Information Block Start

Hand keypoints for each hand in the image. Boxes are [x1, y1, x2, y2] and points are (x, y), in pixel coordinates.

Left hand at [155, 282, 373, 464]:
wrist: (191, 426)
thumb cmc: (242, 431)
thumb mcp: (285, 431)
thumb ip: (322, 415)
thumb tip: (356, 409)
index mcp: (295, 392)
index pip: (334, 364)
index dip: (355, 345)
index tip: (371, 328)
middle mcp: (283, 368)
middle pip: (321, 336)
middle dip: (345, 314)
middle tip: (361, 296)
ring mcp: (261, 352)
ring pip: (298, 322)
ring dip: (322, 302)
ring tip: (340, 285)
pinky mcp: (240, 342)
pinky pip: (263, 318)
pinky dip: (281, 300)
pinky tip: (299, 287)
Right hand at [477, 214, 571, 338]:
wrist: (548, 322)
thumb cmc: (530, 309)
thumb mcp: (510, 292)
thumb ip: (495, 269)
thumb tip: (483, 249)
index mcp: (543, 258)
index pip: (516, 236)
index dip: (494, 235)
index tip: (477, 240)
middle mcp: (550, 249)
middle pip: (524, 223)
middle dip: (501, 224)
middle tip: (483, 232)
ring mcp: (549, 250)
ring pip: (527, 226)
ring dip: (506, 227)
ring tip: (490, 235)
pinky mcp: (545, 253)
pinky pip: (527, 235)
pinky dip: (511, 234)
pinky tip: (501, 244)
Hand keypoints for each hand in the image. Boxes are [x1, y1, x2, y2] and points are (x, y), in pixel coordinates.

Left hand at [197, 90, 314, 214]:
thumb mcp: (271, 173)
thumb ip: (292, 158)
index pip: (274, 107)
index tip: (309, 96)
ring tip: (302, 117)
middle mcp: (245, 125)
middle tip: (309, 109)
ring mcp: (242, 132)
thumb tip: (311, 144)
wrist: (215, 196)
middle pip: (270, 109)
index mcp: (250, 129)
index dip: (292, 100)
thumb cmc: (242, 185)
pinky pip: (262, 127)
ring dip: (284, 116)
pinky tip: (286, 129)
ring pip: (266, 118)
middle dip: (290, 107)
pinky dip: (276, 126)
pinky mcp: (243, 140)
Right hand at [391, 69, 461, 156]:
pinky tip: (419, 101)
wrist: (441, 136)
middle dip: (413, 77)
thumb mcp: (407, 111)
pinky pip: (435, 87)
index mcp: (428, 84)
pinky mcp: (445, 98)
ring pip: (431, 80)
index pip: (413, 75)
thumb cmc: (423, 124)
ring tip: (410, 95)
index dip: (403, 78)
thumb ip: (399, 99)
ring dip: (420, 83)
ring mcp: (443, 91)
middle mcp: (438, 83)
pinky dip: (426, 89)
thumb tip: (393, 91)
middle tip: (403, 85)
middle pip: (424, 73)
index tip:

Information Block End

In the entries above, the lines from the one bearing "wrist: (191, 426)" up to and including the one bearing "pinky dip: (426, 89)" should be transcribed exactly; no other line is wanted.

wrist: (191, 426)
thumb cmc: (242, 431)
thumb mcp: (285, 431)
thumb ip: (322, 415)
thumb tip: (356, 409)
index mcp: (295, 392)
index pip: (334, 364)
index dip: (355, 345)
index tip: (371, 328)
middle mcp: (283, 368)
middle pip: (321, 336)
middle dip: (345, 314)
middle tip: (361, 296)
ring mcp: (261, 352)
ring pip: (298, 322)
ring dip: (322, 302)
ring tip: (340, 285)
pinky mcp: (240, 342)
pinky pip: (263, 318)
pinky dip: (281, 300)
pinky tip: (299, 287)
Right hand at [477, 214, 571, 338]:
wrist: (548, 322)
thumb cmc: (530, 309)
thumb mcp: (510, 292)
thumb ip: (495, 269)
thumb tip: (483, 249)
index mcp: (543, 258)
index pip: (516, 236)
index dip: (494, 235)
index tip: (477, 240)
middle mcp: (550, 249)
middle pip: (524, 223)
middle dip: (501, 224)
middle tip: (483, 232)
ring mcp: (549, 250)
ring pip: (527, 226)
ring dip: (506, 227)
ring tip: (490, 235)
pinky mcp: (545, 253)
pinky pip: (527, 235)
pinky dip: (511, 234)
pinky tip: (501, 244)
Hand keypoints for each hand in the image. Boxes are [x1, y1, x2, y2] and points are (x, y), in pixel coordinates.

Left hand at [197, 90, 314, 214]:
thumb mcp: (271, 173)
thumb ip: (292, 158)
index pip: (274, 107)
index tip: (309, 96)
ring tip: (302, 117)
middle mcp: (245, 125)
middle tip: (309, 109)
ring mcp: (242, 132)
thumb tip: (311, 144)
wrist: (215, 196)
middle pip: (270, 109)
index mcp: (250, 129)
index dip: (292, 100)
thumb cmc: (242, 185)
pinky pip: (262, 127)
ring dip: (284, 116)
pinky tip: (286, 129)
ring pip: (266, 118)
middle dip: (290, 107)
pinky dip: (276, 126)
pinky mcp: (243, 140)
Right hand at [391, 69, 461, 156]:
pinky tip: (419, 101)
wrist: (441, 136)
middle dip: (413, 77)
thumb mcp: (407, 111)
pinky pip: (435, 87)
index mcp: (428, 84)
pinky mcp: (445, 98)
ring pip: (431, 80)
index pip: (413, 75)
thumb cmc: (423, 124)
ring tip: (410, 95)
index dip: (403, 78)
thumb ip: (399, 99)
ring dip: (420, 83)
ring mcp: (443, 91)
middle mcp: (438, 83)
pinky dip: (426, 89)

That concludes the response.